This has truly buggered up the pitch in the Prime Minister's season-opening statement promising, among other things, longer sentences for crimes associated with so-called "home invasion". The government would, she said, "improve our security by taking actions that will deliver safety at home."
What a load of crap. This has nothing at all to do with improving public security and everything to do with improving the government's chances of re-election by cashing in on fear in the community.
National's spin doctors have deduced that people have been unnerved by press coverage of a number of in-home attacks in recent months. Somewhere along the line, the press dubbed what used to be called aggravated robbery "home invasion". The name is new, but the crime most certainly is not.
That hasn't stopped the government turning a media buzzword into a law. But there are some problems there. Like, nobody's quite sure what the hell "home invasion" actually is. In which case, you'd think the government would proceed with some care in legislating on it.

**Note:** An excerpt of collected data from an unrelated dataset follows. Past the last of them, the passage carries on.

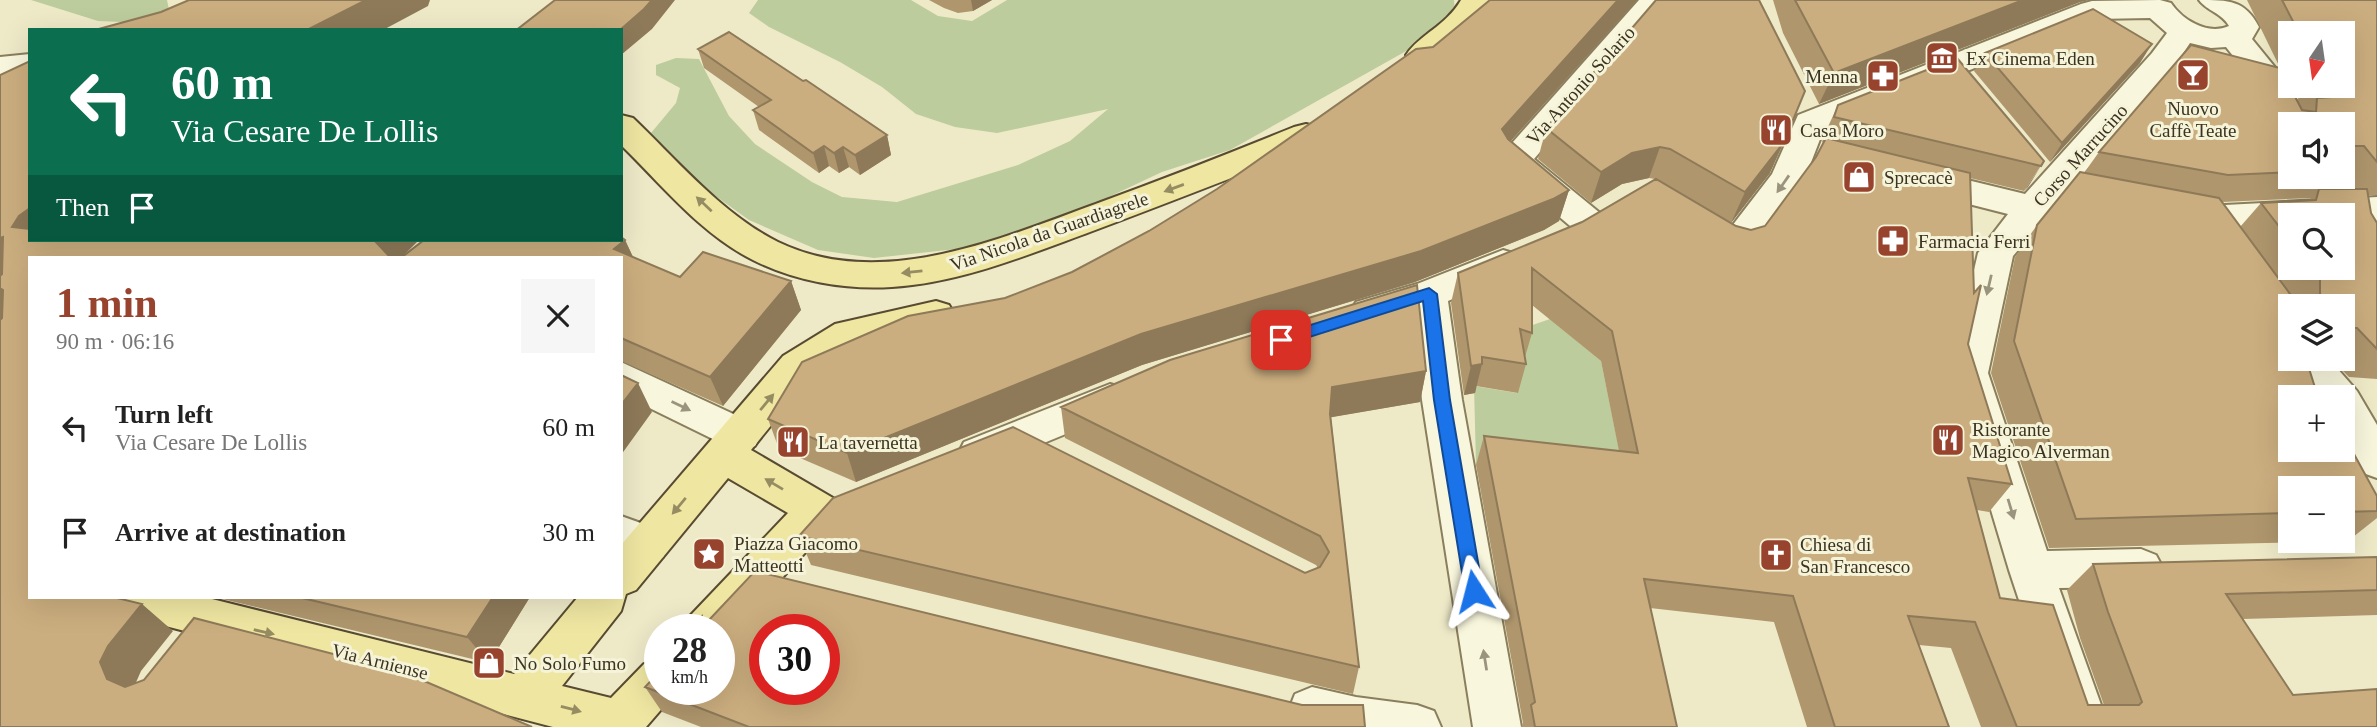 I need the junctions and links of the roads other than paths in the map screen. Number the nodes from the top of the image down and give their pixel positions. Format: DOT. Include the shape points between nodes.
graph roads {
  1 [pos="1476,0"];
  2 [pos="1655,0"];
  3 [pos="2118,0"];
  4 [pos="2214,0"];
  5 [pos="2244,0"];
  6 [pos="2161,5"];
  7 [pos="2084,13"];
  8 [pos="2184,30"];
  9 [pos="2234,37"];
  10 [pos="2155,53"];
  11 [pos="28,64"];
  12 [pos="0,67"];
  13 [pos="1394,74"];
  14 [pos="2224,75"];
  15 [pos="2273,87"];
  16 [pos="2284,112"];
  17 [pos="623,128"];
  18 [pos="1894,174"];
  19 [pos="2039,188"];
  20 [pos="2332,189"];
  21 [pos="2090,196"];
  22 [pos="1679,211"];
  23 [pos="1182,219"];
  24 [pos="2361,219"];
  25 [pos="2236,261"];
  26 [pos="1429,294"];
  27 [pos="971,307"];
  28 [pos="1338,322"];
  29 [pos="623,378"];
  30 [pos="1144,384"];
  31 [pos="2355,422"];
  32 [pos="1020,438"];
  33 [pos="732,444"];
  34 [pos="2377,461"];
  35 [pos="1069,462"];
  36 [pos="942,468"];
  37 [pos="635,539"];
  38 [pos="2179,568"];
  39 [pos="2031,570"];
  40 [pos="623,572"];
  41 [pos="131,599"];
  42 [pos="603,599"];
  43 [pos="729,614"];
  44 [pos="524,696"];
  45 [pos="644,698"];
  46 [pos="1275,699"];
  47 [pos="622,725"];
  48 [pos="1417,727"];
  49 [pos="1497,727"];
  50 [pos="2085,727"];
  1 -- 13 [label="main road" via="1448,37"];
  2 -- 26 [label="street, Via Antonio Solario" via="1514,160 1599,215 1545,246"];
  3 -- 7 [label="street"];
  4 -- 9 [label="street" via="2241,19 2244,27"];
  5 -- 15 [label="street" via="2287,90"];
  6 -- 7 [label="street"];
  6 -- 8 [label="street" via="2164,16"];
  7 -- 10 [label="street"];
  7 -- 22 [label="street, one-way" via="1960,78 1809,132 1788,178 1737,245"];
  8 -- 9 [label="street" via="2211,38"];
  8 -- 10 [label="street, Corso Marrucino"];
  9 -- 15 [label="street"];
  10 -- 19 [label="street, Corso Marrucino"];
  11 -- 12 [label="street"];
  14 -- 15 [label="street"];
  15 -- 16 [label="street"];
  23 -- 17 [label="main road, Via Nicola da Guardiagrele, one-way" via="1317,127 1222,171 1004,250 960,264 886,275 801,264 766,251 736,232"];
  18 -- 19 [label="street"];
  19 -- 21 [label="street"];
  19 -- 39 [label="street, Corso Marrucino, one-way" via="1996,253 1969,373"];
  20 -- 24 [label="street"];
  24 -- 25 [label="street" via="2192,215"];
  26 -- 28 [label="street"];
  49 -- 26 [label="street, one-way" via="1442,400"];
  33 -- 27 [label="main road, one-way" via="797,366 848,334"];
  29 -- 33 [label="street, one-way"];
  30 -- 32 [label="street"];
  31 -- 34 [label="street"];
  32 -- 35 [label="street"];
  32 -- 36 [label="street"];
  33 -- 37 [label="main road, one-way"];
  43 -- 33 [label="main road, one-way" via="780,579 835,507"];
  37 -- 40 [label="main road"];
  38 -- 39 [label="street"];
  39 -- 50 [label="street, Corso Marrucino"];
  41 -- 44 [label="main road, Via Arniense, one-way" via="201,634"];
  42 -- 44 [label="main road"];
  44 -- 47 [label="main road, Via Arniense, one-way"];
  45 -- 47 [label="main road"];
  46 -- 48 [label="street" via="1356,719"];
}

Quite the reverse. Seeeking to repair this week's damage, Justice Minister Tony Ryall announced that he wanted this new legislation passed NEXT WEEK. No public submissions, no select committee consideration, no nothing. This was so amazingly cynical and reckless that Act MPs thought it was a joke when Ryall made the announcement. Fortunately, Act won't support the government in this idiotic stunt.
Speaking of reckless, Jim Anderton produced an anonymous letter claiming that the Prime Minister had dined in March with Saatchi's global head Kevin Roberts, John Luxton and Jane Vesty of Saatchi's local PR firm, Sweeny Vesty. The implication was that Roberts, who is helping devise National's re-election strategy won his local branch a big Tourist Board deal by promising a sweetheart deal for National's election campaign account.
Oh, the outrage! How could that man say those things under privilege? But the Prime Minister's denial seemed more extensively qualified than you'd expect, and it soon proved that she and Burton had in fact dined with Roberts and his wife.
The date was in August, not March, as Anderton claimed. And, with Shipley having already told the house that she had never met Vesty, Vesty was not, apparently, present. Weird thing is, the dinner was actually at Vesty's house. Does this strike you as a bit strange? And mightn't the PM have saved a lot of unnecessary speculation by noting that although she'd never met this woman she'd had dinner at her house?
Now, some of the hordes who attended the Hero Parade last weekend might have heard the Prime Minister making another policy promise. In her speech opening the parade, she seemed to pledge her support for basic legal rights for same-sex couples.
She told the he told Hero crowds that the Government "wants security for all New Zealanders, including the security of knowing your rights are protected in the area of personal relationships."
Now, with a major piece of legislation extending property rights to heterosexual couples who are de facto married in select committee right now, and due back before Parliament next month, the opportunity to extend rights to same-sex couples is right there for the taking. It's actually ridiculous that the legislation has gotten this far without covering same-sex couples, who are, after all, people too.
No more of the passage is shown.